The challenge for the West has changed since the collapse of the Soviet Union, with a new potential enemy taking shape in an economic coalition known as the BRICs—Brazil, Russia, India and, most feared of all, China. Jagland, as a public voice for NATO strategists, is calling on an enlarged Western alliance to stand down the resurgence of military powers China and Russia and disrupt their ever-closer relationships with Brazil and India.
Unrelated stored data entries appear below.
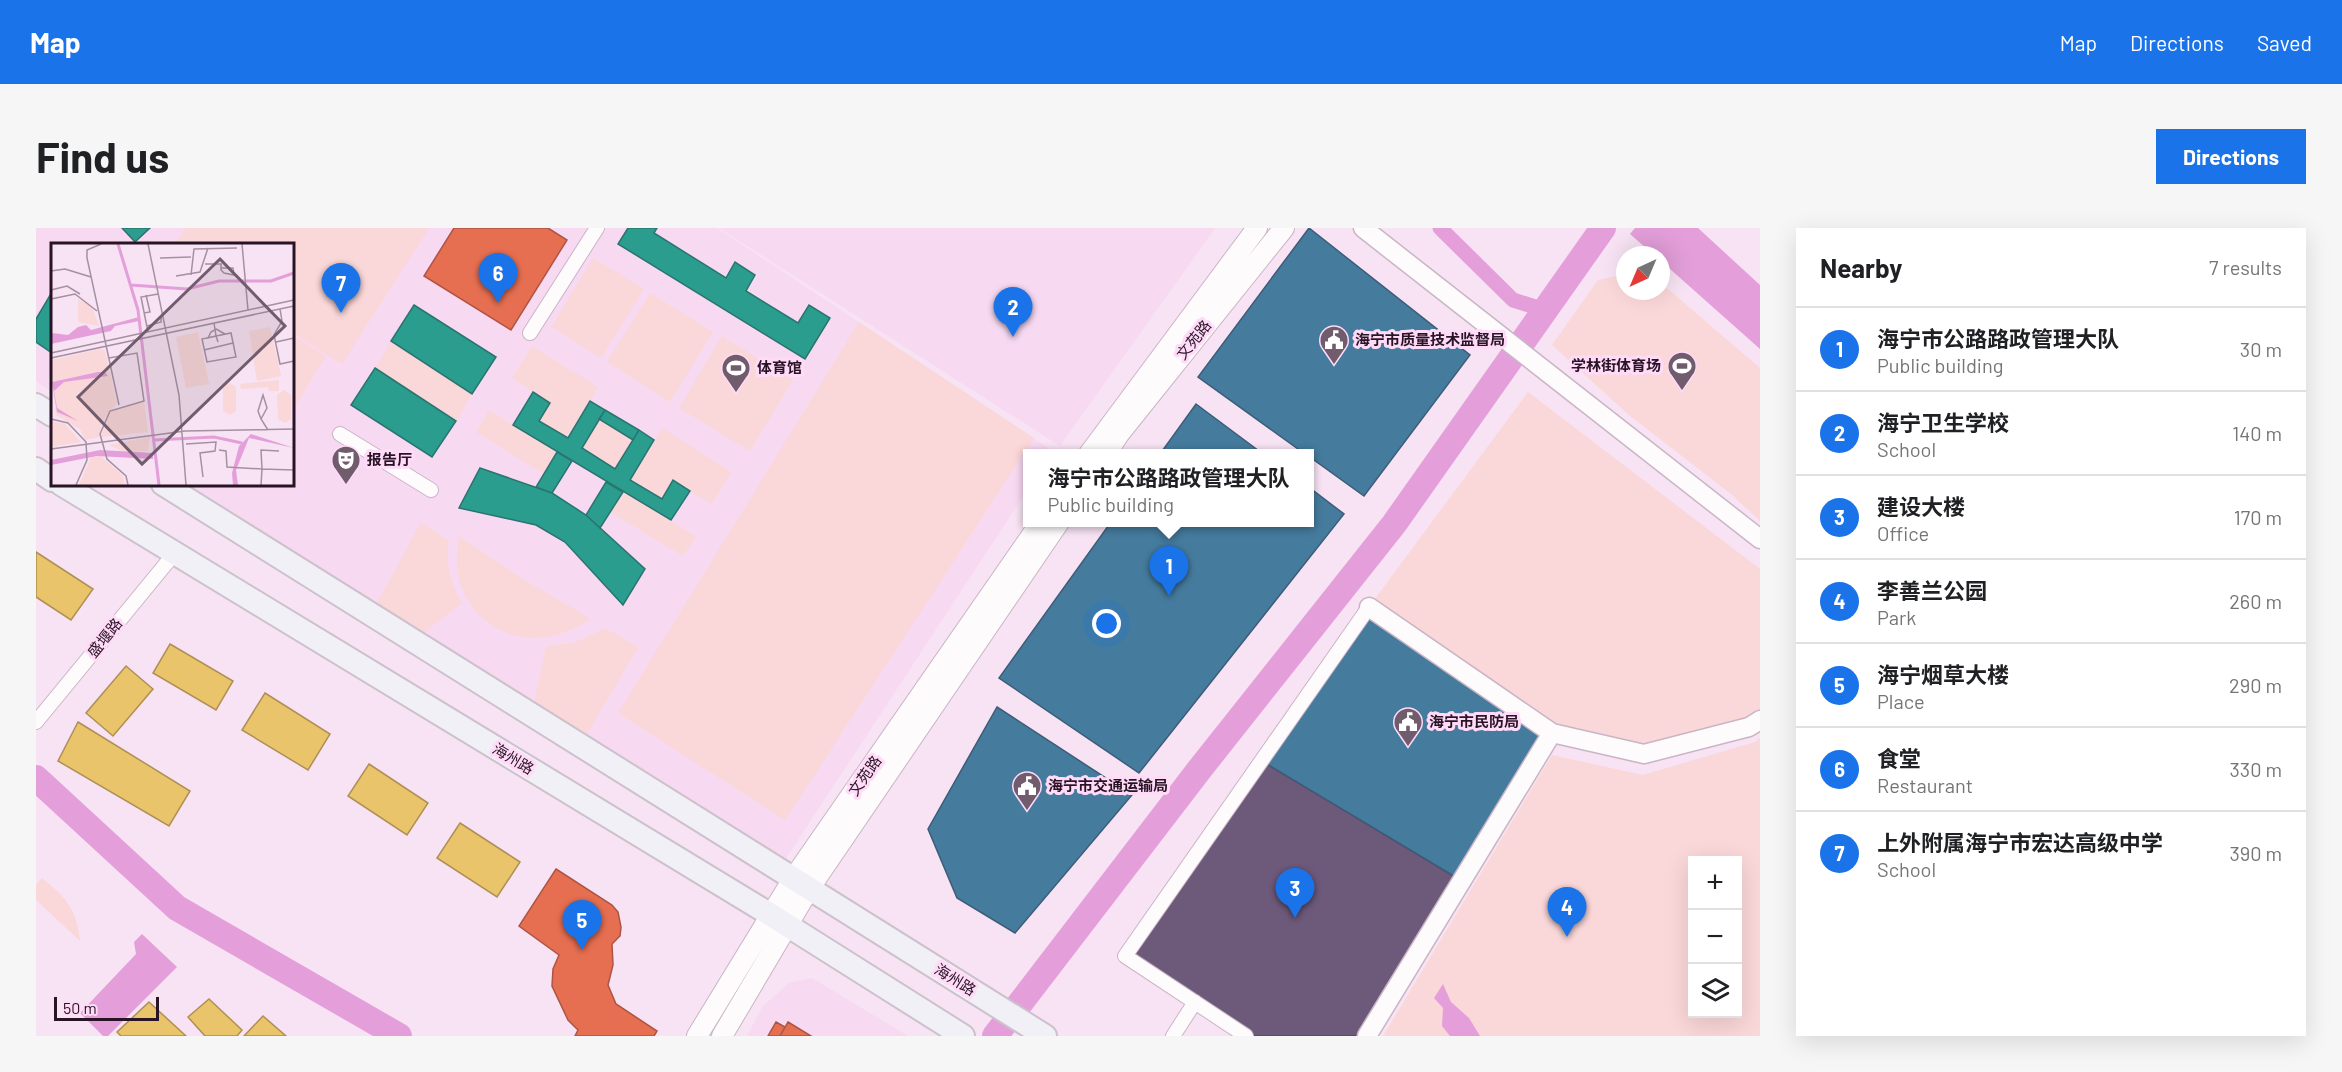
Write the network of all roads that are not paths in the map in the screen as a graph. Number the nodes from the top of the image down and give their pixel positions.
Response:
1 (597, 228) edge
2 (1257, 228) edge
3 (1284, 228) edge
4 (1363, 228) edge
5 (530, 333) dead end
6 (36, 405) edge
7 (51, 415) edge
8 (340, 434) dead end
9 (1092, 449) edge
10 (1109, 449) edge
11 (36, 470) edge
12 (51, 479) edge
13 (64, 486) edge
14 (166, 486) edge
15 (431, 490) dead end
16 (1038, 527) edge
17 (1055, 527) edge
18 (1760, 539) edge
19 (174, 554) junction
20 (1369, 607) joint
21 (40, 718) edge
22 (1760, 720) edge
23 (1552, 733) junction
24 (801, 884) junction
25 (780, 921) junction
26 (1195, 1002) junction
27 (960, 1034) edge
28 (1041, 1034) edge
29 (697, 1036) edge
30 (722, 1036) edge
31 (1173, 1036) edge
32 (1246, 1036) edge
33 (1367, 1036) edge

1 - 5 street
2 - 9 main road, 文苑路
3 - 10 main road, 文苑路
4 - 18 street
6 - 7 main road
8 - 15 street
11 - 12 main road
13 - 19 main road, 海州路
14 - 24 main road, 海州路
16 - 24 main road, 文苑路
17 - 24 main road, 文苑路
19 - 21 street, 盛堰路
19 - 25 main road, 海州路
20 - 23 street
20 - 26 street
22 - 23 street
23 - 33 street
24 - 25 main road, 文苑路
24 - 28 main road, 海州路
25 - 27 main road, 海州路
25 - 29 main road, 文苑路
25 - 30 main road, 文苑路
26 - 31 street
26 - 32 street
At a NATO-sponsored conference of European parliamentarians last year, Jagland spoke tough words: “When we are not able to stop tyranny, war starts. This is why NATO is indispensable. NATO is the only multilateral military organization rooted in international law. It is an organization that the U.N. can use when necessary—to stop tyranny, like we did in the Balkans.” His reference was to the NATO bombing campaign, invasion and occupation of the now-terminated Socialist Republic of Yugoslavia in the late 1990s.

To summarize his message: If, anywhere in the world, tyrants cannot be overthrown by peaceful means, war is inevitable—and NATO will wage that war.
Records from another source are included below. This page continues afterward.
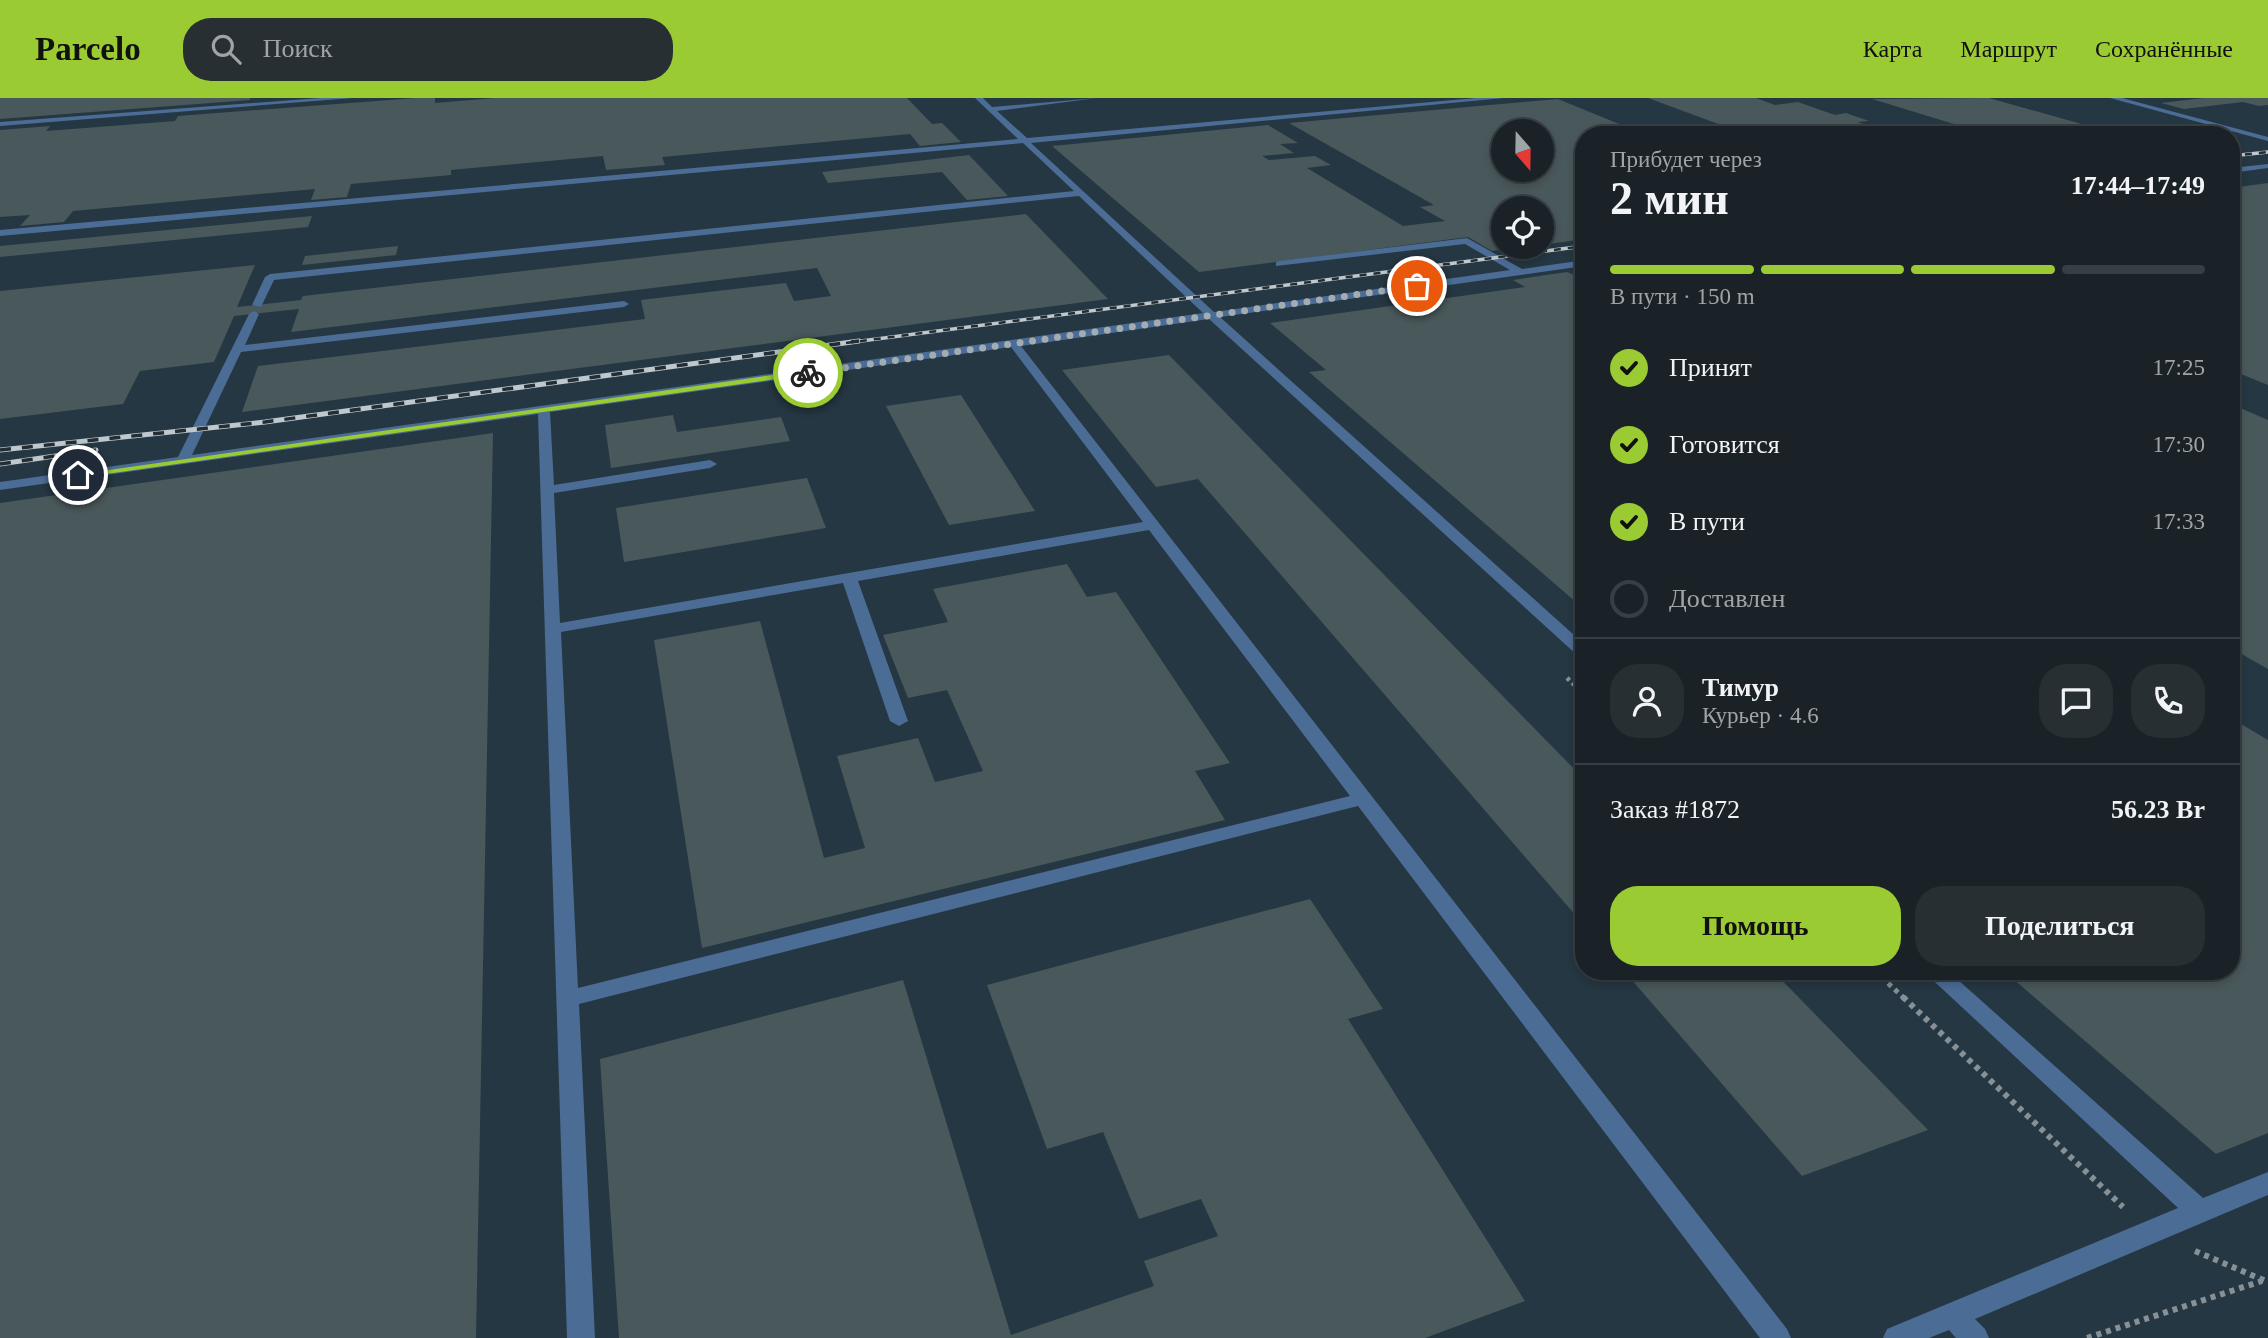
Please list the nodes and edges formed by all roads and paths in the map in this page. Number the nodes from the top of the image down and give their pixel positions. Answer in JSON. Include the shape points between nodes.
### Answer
{"nodes":[{"id":1,"x":349,"y":98,"type":"edge"},
{"id":2,"x":979,"y":98,"type":"edge"},
{"id":3,"x":1093,"y":98,"type":"edge"},
{"id":4,"x":1500,"y":98,"type":"edge"},
{"id":5,"x":2114,"y":98,"type":"edge"},
{"id":6,"x":1277,"y":107,"type":"dead end"},
{"id":7,"x":991,"y":109,"type":"junction"},
{"id":8,"x":1202,"y":114,"type":"dead end"},
{"id":9,"x":1310,"y":115,"type":"junction"},
{"id":10,"x":0,"y":124,"type":"edge"},
{"id":11,"x":1185,"y":126,"type":"junction"},
{"id":12,"x":2219,"y":126,"type":"edge"},
{"id":13,"x":2240,"y":132,"type":"edge"},
{"id":14,"x":2268,"y":139,"type":"edge"},
{"id":15,"x":1024,"y":140,"type":"junction"},
{"id":16,"x":2268,"y":166,"type":"edge"},
{"id":17,"x":2240,"y":170,"type":"edge"},
{"id":18,"x":1081,"y":193,"type":"junction"},
{"id":19,"x":0,"y":233,"type":"edge"},
{"id":20,"x":1279,"y":264,"type":"dead end"},
{"id":21,"x":1575,"y":264,"type":"edge"},
{"id":22,"x":1520,"y":272,"type":"junction"},
{"id":23,"x":624,"y":304,"type":"dead end"},
{"id":24,"x":1212,"y":316,"type":"junction"},
{"id":25,"x":1014,"y":344,"type":"junction"},
{"id":26,"x":236,"y":349,"type":"junction"},
{"id":27,"x":544,"y":410,"type":"junction"},
{"id":28,"x":183,"y":461,"type":"junction"},
{"id":29,"x":710,"y":464,"type":"dead end"},
{"id":30,"x":0,"y":486,"type":"edge"},
{"id":31,"x":547,"y":490,"type":"junction"},
{"id":32,"x":1153,"y":525,"type":"junction"},
{"id":33,"x":849,"y":578,"type":"junction"},
{"id":34,"x":553,"y":629,"type":"junction"},
{"id":35,"x":1575,"y":645,"type":"edge"},
{"id":36,"x":899,"y":722,"type":"dead end"},
{"id":37,"x":1363,"y":799,"type":"junction"},
{"id":38,"x":1884,"y":980,"type":"edge"},
{"id":39,"x":1944,"y":980,"type":"edge"},
{"id":40,"x":567,"y":999,"type":"junction"},
{"id":41,"x":2268,"y":1183,"type":"edge"},
{"id":42,"x":2199,"y":1211,"type":"junction"},
{"id":43,"x":2149,"y":1232,"type":"junction"},
{"id":44,"x":2266,"y":1282,"type":"edge"},
{"id":45,"x":1953,"y":1315,"type":"junction"},
{"id":46,"x":581,"y":1338,"type":"edge"},
{"id":47,"x":1777,"y":1338,"type":"edge"},
{"id":48,"x":1897,"y":1338,"type":"edge"},
{"id":49,"x":1975,"y":1338,"type":"edge"},
{"id":50,"x":2087,"y":1338,"type":"edge"}],
"edges":[{"from":1,"to":10,"type":"lane"},
{"from":2,"to":7,"type":"lane"},
{"from":3,"to":7,"type":"lane"},
{"from":4,"to":9,"type":"lane"},
{"from":5,"to":12,"type":"lane"},
{"from":6,"to":9,"type":"lane"},
{"from":7,"to":15,"type":"lane"},
{"from":8,"to":11,"type":"lane"},
{"from":9,"to":11,"type":"lane"},
{"from":11,"to":15,"type":"lane"},
{"from":13,"to":14,"type":"lane"},
{"from":15,"to":18,"type":"lane"},
{"from":15,"to":19,"type":"lane"},
{"from":16,"to":17,"type":"lane"},
{"from":18,"to":24,"type":"lane"},
{"from":18,"to":26,"type":"lane","via":[[270,277]]},
{"from":20,"to":22,"type":"lane","via":[[1467,241]]},
{"from":21,"to":22,"type":"lane"},
{"from":22,"to":24,"type":"lane"},
{"from":23,"to":26,"type":"lane"},
{"from":24,"to":25,"type":"lane"},
{"from":24,"to":35,"type":"lane"},
{"from":25,"to":27,"type":"lane"},
{"from":25,"to":32,"type":"lane"},
{"from":26,"to":28,"type":"lane"},
{"from":27,"to":28,"type":"lane"},
{"from":27,"to":31,"type":"lane"},
{"from":28,"to":30,"type":"lane"},
{"from":29,"to":31,"type":"lane"},
{"from":31,"to":34,"type":"lane"},
{"from":32,"to":33,"type":"lane"},
{"from":32,"to":37,"type":"lane"},
{"from":33,"to":34,"type":"lane"},
{"from":33,"to":36,"type":"lane"},
{"from":34,"to":40,"type":"lane"},
{"from":37,"to":40,"type":"lane"},
{"from":37,"to":47,"type":"lane"},
{"from":38,"to":43,"type":"path"},
{"from":39,"to":42,"type":"lane"},
{"from":40,"to":46,"type":"lane"},
{"from":41,"to":42,"type":"lane"},
{"from":42,"to":43,"type":"lane"},
{"from":43,"to":44,"type":"path"},
{"from":43,"to":45,"type":"lane"},
{"from":44,"to":50,"type":"path"},
{"from":45,"to":48,"type":"lane"},
{"from":45,"to":49,"type":"lane"}]}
These are chilling words coming from the chairman of the Nobel Peace Committee. Jagland later said on announcing the peace prize for Chinese dissident Liu Xiaobo: “We have to speak when others cannot speak. As China is rising, we should have the right to criticize. We want to advance those forces that want China to become more democratic.”

A term like “advance those forces” is eerily similar to the euphemisms in Japanese textbooks that describe “advances” into foreign territory on continental Asia. It reflects a militaristic mindset.

The New Global Order

At the 2009 NATO conference, Jagland dropped a hint of what was to come: “We must build alliances and adapt to new realities. [We must] understand and debate how democratic rights can be upheld in the 21st century. How freedom can be assured. What kind of alliances we need to that end. And we need a New Strategic Concept.”

Among his political foes in Norway, Jagland is called “our own George Bush Jr.” It’s good joke, but not when considering the invasions of Iraq and Afghanistan, or while Jagland, with this latest Nobel Peace prize, has just precipitated a damaging diplomatic crisis between the West and China. The controversy will only worsen when the Nobel medallions are given out in December.

The Nobel scandal has already scuttled the Norwegian oil firm Statoil’s plans to sell Beijing the Peregrino oil field offshore of Brazil—the first real blow against the BRIC coalition. Politicians and businessmen who are eager about emerging international trade opportunities are simply naive about geopolitics. Once again, the civilians have been outflanked by the military.